The holidays can be a difficult time for making your relationship a priority.
That’s ironic, considering we hear so much about how the holidays are about family and spending time with others.
However, the holidays can also be the breaking point for couples needing to seek couples counseling. Perhaps it’s because so much is at stake during this time, such as making good impressions on others or getting the right gifts.
If you and your partner find yourselves struggling, consider these three strategies for ensuring that you prioritize your relationship during the holidays.
1. Anticipate Any Potential Rough Patches
One of the nice things about being in a relationship is that you have someone who can
stand with you when things get rough during the holidays. For example, do you struggle with annoying relatives or need help with the holiday planning?
Your partner can brainstorm with you how to handle potential rough patches or issues that may occur. By doing this together you can both keep these issues on your “radar.” That way, if they do come up, they won’t be a surprise to either of you. If necessary, write down your thoughts together so that you both have something to refer back to later.

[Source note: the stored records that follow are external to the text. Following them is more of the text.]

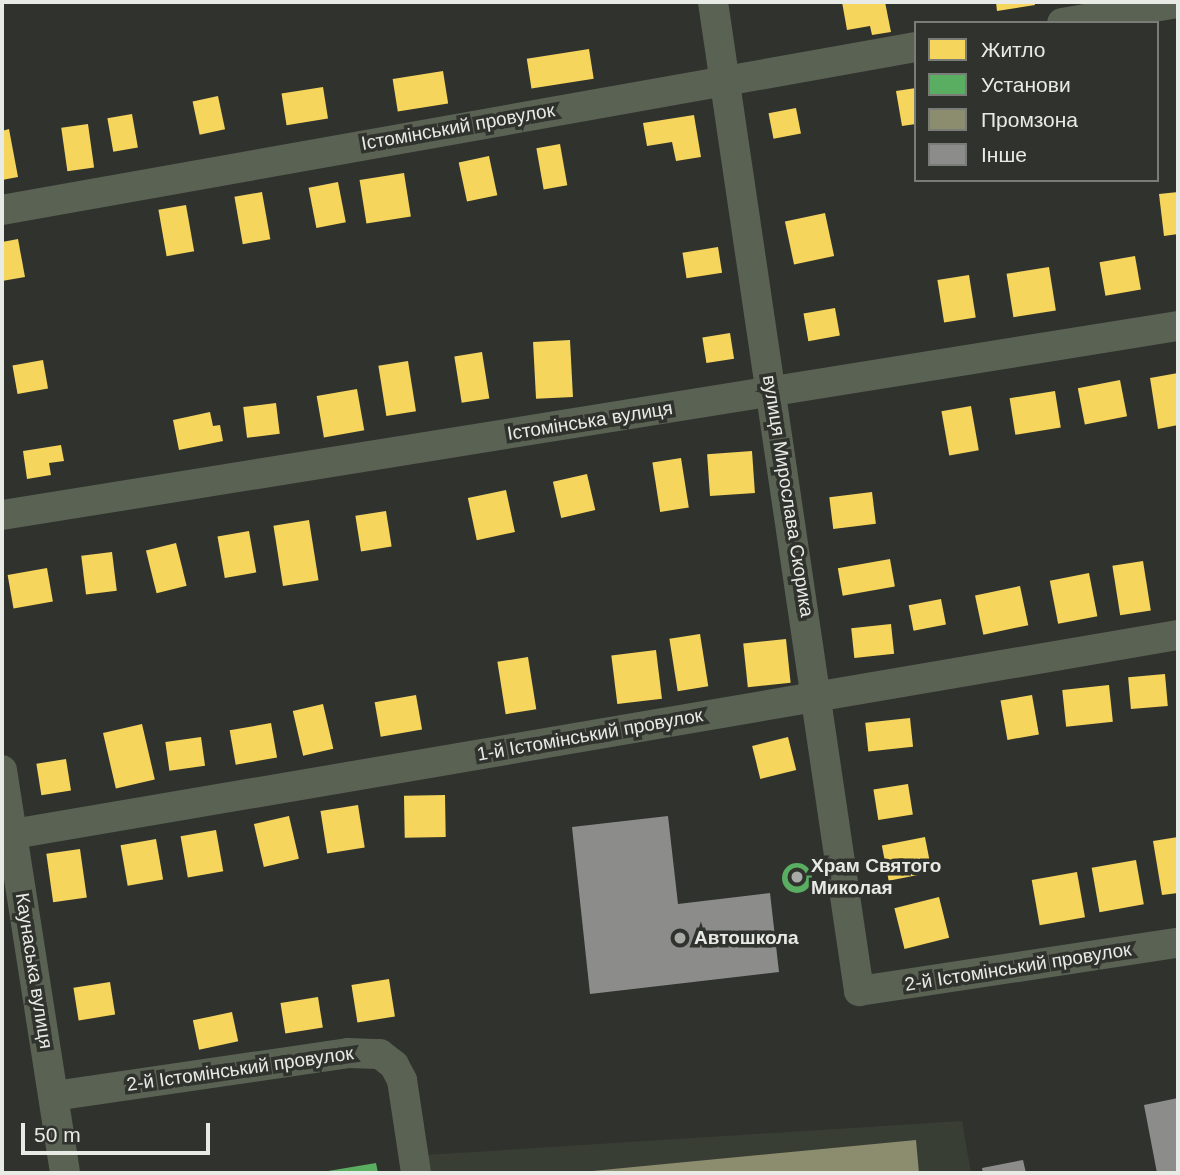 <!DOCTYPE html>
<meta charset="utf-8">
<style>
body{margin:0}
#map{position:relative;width:1180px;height:1175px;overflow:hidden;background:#30322e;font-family:Arial,sans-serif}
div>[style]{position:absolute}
.built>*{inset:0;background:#393e35}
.homes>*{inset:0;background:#f6d55c;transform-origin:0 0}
.public>*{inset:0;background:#5aae61}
.round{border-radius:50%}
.industry>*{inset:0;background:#8c8c6e}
.building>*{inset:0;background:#8c8d8a}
.minor>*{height:30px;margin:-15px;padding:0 15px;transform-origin:15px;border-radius:15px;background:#5a6253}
.dots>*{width:19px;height:19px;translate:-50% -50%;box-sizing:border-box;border:4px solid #30332d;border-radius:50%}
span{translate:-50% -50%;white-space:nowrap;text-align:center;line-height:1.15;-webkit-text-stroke:7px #30332d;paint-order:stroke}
.street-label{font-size:19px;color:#e8eae6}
.poi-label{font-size:19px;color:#e8eae6;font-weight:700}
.left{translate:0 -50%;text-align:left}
.frame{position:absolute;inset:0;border:4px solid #e8eae6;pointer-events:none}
.legend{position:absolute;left:914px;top:21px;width:245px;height:161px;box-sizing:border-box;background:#30332d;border:2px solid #7a7c77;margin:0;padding:9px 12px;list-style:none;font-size:21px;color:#e8eae6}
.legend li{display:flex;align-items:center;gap:14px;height:35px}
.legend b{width:35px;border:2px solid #7a7c77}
.scale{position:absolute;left:21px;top:1123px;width:189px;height:32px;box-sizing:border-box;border:4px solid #e8eae6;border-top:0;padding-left:9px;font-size:21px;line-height:24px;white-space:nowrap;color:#e8eae6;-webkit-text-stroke:5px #30332d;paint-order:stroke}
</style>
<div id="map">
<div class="built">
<div style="clip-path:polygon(962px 1121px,971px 1173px,428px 1173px,426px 1155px)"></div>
</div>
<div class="homes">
<div style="clip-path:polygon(842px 2px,885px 2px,891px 32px,872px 35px,870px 26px,847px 30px)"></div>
<div style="clip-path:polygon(996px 2px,1034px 2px,1035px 5px,997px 11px)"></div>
<div style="left:589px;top:49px;width:30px;height:63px;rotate:81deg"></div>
<div style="left:443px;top:71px;width:33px;height:51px;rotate:81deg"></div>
<div style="left:323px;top:87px;width:32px;height:42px;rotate:81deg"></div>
<div style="clip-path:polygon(916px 88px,916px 124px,902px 126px,896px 91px)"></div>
<div style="left:218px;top:96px;width:34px;height:26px;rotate:78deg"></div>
<div style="left:796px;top:108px;width:26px;height:28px;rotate:79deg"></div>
<div style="left:132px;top:114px;width:34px;height:25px;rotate:80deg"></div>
<div style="clip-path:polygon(694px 115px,701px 157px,676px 161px,672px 142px,647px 146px,643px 123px)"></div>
<div style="left:88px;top:124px;width:44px;height:27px;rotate:82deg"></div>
<div style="clip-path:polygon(9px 129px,18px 177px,2px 180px,2px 131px)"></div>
<div style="left:560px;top:144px;width:42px;height:24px;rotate:80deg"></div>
<div style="left:489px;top:156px;width:40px;height:31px;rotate:78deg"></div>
<div style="left:404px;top:173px;width:44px;height:45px;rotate:81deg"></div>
<div style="left:338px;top:182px;width:41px;height:30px;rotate:79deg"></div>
<div style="left:262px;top:192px;width:48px;height:28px;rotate:80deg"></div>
<div style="clip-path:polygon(1178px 192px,1178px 234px,1164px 236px,1159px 194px)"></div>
<div style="left:186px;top:205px;width:47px;height:28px;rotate:80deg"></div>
<div style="left:825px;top:213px;width:44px;height:41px;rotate:78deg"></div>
<div style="clip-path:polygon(18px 239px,25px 277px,2px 281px,2px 242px)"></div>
<div style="left:718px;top:247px;width:26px;height:36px;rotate:81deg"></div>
<div style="left:1135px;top:256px;width:34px;height:36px;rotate:80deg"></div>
<div style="left:1049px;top:267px;width:44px;height:43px;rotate:81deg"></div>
<div style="left:969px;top:275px;width:43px;height:32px;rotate:81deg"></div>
<div style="left:835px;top:308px;width:28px;height:32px;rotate:80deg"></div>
<div style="left:730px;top:333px;width:26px;height:28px;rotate:81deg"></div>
<div style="left:570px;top:340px;width:57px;height:37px;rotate:87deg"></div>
<div style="left:482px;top:352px;width:47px;height:28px;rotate:81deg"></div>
<div style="left:43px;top:360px;width:29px;height:31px;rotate:80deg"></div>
<div style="left:408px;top:361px;width:51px;height:30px;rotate:81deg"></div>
<div style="clip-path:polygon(1178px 373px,1178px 425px,1158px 429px,1150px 378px)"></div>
<div style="left:1120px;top:380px;width:37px;height:43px;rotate:79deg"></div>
<div style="left:357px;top:389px;width:42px;height:41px;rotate:80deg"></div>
<div style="left:1055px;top:391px;width:37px;height:46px;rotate:81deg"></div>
<div style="left:276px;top:403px;width:31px;height:33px;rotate:83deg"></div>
<div style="left:971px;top:406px;width:45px;height:30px;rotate:80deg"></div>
<div style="clip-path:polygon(210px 412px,213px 426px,220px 425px,223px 441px,179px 450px,173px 420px)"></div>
<div style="clip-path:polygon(61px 445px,64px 461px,49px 463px,51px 475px,27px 479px,23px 451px)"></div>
<div style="left:752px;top:451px;width:42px;height:45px;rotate:86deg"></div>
<div style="left:681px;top:458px;width:50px;height:29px;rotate:81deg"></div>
<div style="left:587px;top:474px;width:37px;height:35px;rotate:77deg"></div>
<div style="left:506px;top:490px;width:43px;height:39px;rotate:78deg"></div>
<div style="left:872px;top:492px;width:32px;height:43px;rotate:83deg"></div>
<div style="left:386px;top:511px;width:36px;height:31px;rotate:81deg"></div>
<div style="left:309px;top:520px;width:61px;height:36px;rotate:81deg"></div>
<div style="left:249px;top:531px;width:42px;height:32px;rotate:80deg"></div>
<div style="left:176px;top:543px;width:44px;height:31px;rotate:76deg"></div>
<div style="left:112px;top:552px;width:39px;height:31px;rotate:83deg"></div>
<div style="left:890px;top:559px;width:28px;height:53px;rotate:80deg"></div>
<div style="left:1143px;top:561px;width:50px;height:31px;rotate:81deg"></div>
<div style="left:47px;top:568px;width:34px;height:40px;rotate:80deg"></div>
<div style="left:1089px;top:573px;width:44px;height:40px;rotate:79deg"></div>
<div style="left:1020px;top:586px;width:40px;height:46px;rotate:78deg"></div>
<div style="left:941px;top:599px;width:26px;height:33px;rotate:79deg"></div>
<div style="left:891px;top:624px;width:30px;height:40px;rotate:84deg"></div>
<div style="left:700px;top:634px;width:53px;height:31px;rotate:81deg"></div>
<div style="left:786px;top:639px;width:44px;height:43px;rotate:84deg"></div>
<div style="left:656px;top:650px;width:49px;height:45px;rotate:83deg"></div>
<div style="left:528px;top:657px;width:53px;height:31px;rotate:81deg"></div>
<div style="left:1165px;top:674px;width:32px;height:37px;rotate:85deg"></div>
<div style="left:1109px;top:685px;width:37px;height:47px;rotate:84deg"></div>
<div style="left:416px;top:695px;width:35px;height:42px;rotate:80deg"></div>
<div style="left:1032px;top:695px;width:40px;height:32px;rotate:80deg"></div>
<div style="left:323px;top:704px;width:46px;height:31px;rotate:77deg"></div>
<div style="left:910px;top:718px;width:29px;height:45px;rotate:84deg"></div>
<div style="left:271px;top:723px;width:35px;height:42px;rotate:80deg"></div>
<div style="left:142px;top:724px;width:57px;height:40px;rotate:77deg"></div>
<div style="left:201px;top:737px;width:29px;height:36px;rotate:82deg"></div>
<div style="left:788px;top:737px;width:34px;height:37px;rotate:76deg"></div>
<div style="left:66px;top:759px;width:32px;height:30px;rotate:81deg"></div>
<div style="left:908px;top:784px;width:31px;height:35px;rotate:81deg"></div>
<div style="left:445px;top:795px;width:42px;height:41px;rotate:89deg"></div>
<div style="left:358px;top:805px;width:43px;height:38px;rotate:81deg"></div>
<div style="left:289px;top:816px;width:44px;height:36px;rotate:77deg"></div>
<div style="left:216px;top:830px;width:42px;height:36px;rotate:80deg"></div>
<div style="left:925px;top:837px;width:36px;height:44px;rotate:79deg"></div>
<div style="clip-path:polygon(1178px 837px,1178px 893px,1162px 895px,1153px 841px)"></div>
<div style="left:156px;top:839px;width:41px;height:36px;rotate:80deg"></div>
<div style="left:80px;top:849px;width:49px;height:34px;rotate:82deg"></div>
<div style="left:1136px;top:860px;width:45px;height:45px;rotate:80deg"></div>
<div style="left:1077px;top:872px;width:46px;height:46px;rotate:80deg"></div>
<div style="left:939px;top:897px;width:42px;height:46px;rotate:76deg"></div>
<div style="left:389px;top:979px;width:38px;height:38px;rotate:81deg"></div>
<div style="left:110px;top:982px;width:33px;height:37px;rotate:81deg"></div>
<div style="left:318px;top:997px;width:31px;height:38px;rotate:81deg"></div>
<div style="left:232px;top:1012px;width:30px;height:40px;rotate:78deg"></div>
</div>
<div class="public">
<div class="round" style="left:782px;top:863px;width:30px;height:30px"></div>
<div style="clip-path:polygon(376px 1163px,378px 1173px,322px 1173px,322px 1172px)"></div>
</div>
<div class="industry">
<div style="clip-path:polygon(916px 1140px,919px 1173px,592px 1173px,592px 1171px)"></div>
</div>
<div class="building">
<div style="clip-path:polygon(668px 816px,678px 904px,770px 893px,779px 972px,590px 994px,572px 827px)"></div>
<div style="clip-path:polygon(1178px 1098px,1178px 1173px,1157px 1173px,1144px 1105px)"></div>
<div style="clip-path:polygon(1023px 1160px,1026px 1173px,983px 1173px,982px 1168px)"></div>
</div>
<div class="minor">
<div style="left:713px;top:2px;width:1000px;rotate:81.6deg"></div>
<div style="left:859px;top:991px;width:323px;rotate:-8.6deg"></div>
<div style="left:1062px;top:23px;width:118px;rotate:-9.8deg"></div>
<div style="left:2px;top:210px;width:928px;rotate:-10.11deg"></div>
<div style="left:2px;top:515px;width:1191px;rotate:-9.13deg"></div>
<div style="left:2px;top:770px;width:408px;rotate:81.1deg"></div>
<div style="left:2px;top:836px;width:1193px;rotate:-9.7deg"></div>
<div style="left:54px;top:1096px;width:297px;rotate:-8.3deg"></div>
<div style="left:348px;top:1053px;width:32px;rotate:2deg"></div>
<div style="left:380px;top:1054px;width:18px;rotate:38deg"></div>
<div style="left:394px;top:1065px;width:17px;rotate:62deg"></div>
<div style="left:402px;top:1080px;width:94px;rotate:81.4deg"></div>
</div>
<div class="dots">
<div style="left:797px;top:877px;background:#a8aaa6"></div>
<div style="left:680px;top:938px;background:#a8aaa6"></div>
</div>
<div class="street-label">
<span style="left:458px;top:127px;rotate:-10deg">Істомінський провулок</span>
<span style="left:590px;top:421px;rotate:-9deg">Істомінська вулиця</span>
<span style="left:788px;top:496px;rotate:81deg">вулиця Мирослава Скорика</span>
<span style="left:590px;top:735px;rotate:-10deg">1-й Істомінський провулок</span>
<span style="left:1018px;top:967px;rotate:-9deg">2-й Істомінський провулок</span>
<span style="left:34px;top:971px;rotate:81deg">Каунаська вулиця</span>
<span style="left:240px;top:1069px;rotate:-8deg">2-й Істомінський провулок</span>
</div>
<div class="poi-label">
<span class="left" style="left:811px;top:877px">Храм Святого<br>Миколая</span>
<span class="left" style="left:694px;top:938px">Автошкола</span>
</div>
<div class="frame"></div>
<ul class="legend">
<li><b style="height:19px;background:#f6d55c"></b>Житло</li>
<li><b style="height:19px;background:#5aae61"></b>Установи</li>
<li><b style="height:19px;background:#8c8c6e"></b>Промзона</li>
<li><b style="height:19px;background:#8c8d8a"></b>Інше</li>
</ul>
<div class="scale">50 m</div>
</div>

2. Think Ahead to Solutions
Next, once you have identified potential stressors during the holidays, it’s time to think ahead about what you can both do about them.
For example, let’s say that you know there will be this one relative whose outspoken political opinions cause you stress. Your partner can be aware of this problem and help “rescue” you from the conversation. Or maybe you know that, no matter what you do, your relatives are going to cause you both stress. Instead of letting that stress come out at each other, agree to process and discuss the emotions you are both feeling.
By knowing what to do ahead of time, you will be able to mitigate potential conflict with your relatives and between the two of you.
3. Fix the Damage Before It Gets Worse
No matter what you do to consider potential problems and solutions, though, there will probably always be slip-ups. Maybe the stress of the holidays is getting to you, and you snap at your partner. Or your partner makes a mistake and is inconsiderate of your feelings.
However it happens, make sure that you both fix the damage before it gets worse. Surely, neither of you wants to face the holidays bitter and resentful of each other. That’s why fixing the damage as soon as possible is so important.
What If You Need More Help?
If you think that you both will need more help with making your relationship a priority, it’s time to consider couples counseling. A therapist will be able to help you both through this process and support you as the holidays come closer. They can teach you communication skills that each of you will be able to use in the moment to process and cope with the stress of the holidays.
At the very least, it’s reassuring to know that you are not alone in making your relationship a priority. A therapist is someone who understands the intricacies of relationships and gets how the holidays, in particular, can be harmful to couples. And they are willing to help!
So, are you worried about making your relationship a priority during the holidays?
It’s not as hard as you might think. However, it does take a commitment from both of you to be willing to do the work. Having some thoughtful foresight can really help. And, if things do go wrong being able to patch up the damage quickly and intentionally will ensure that you both can survive the holidays.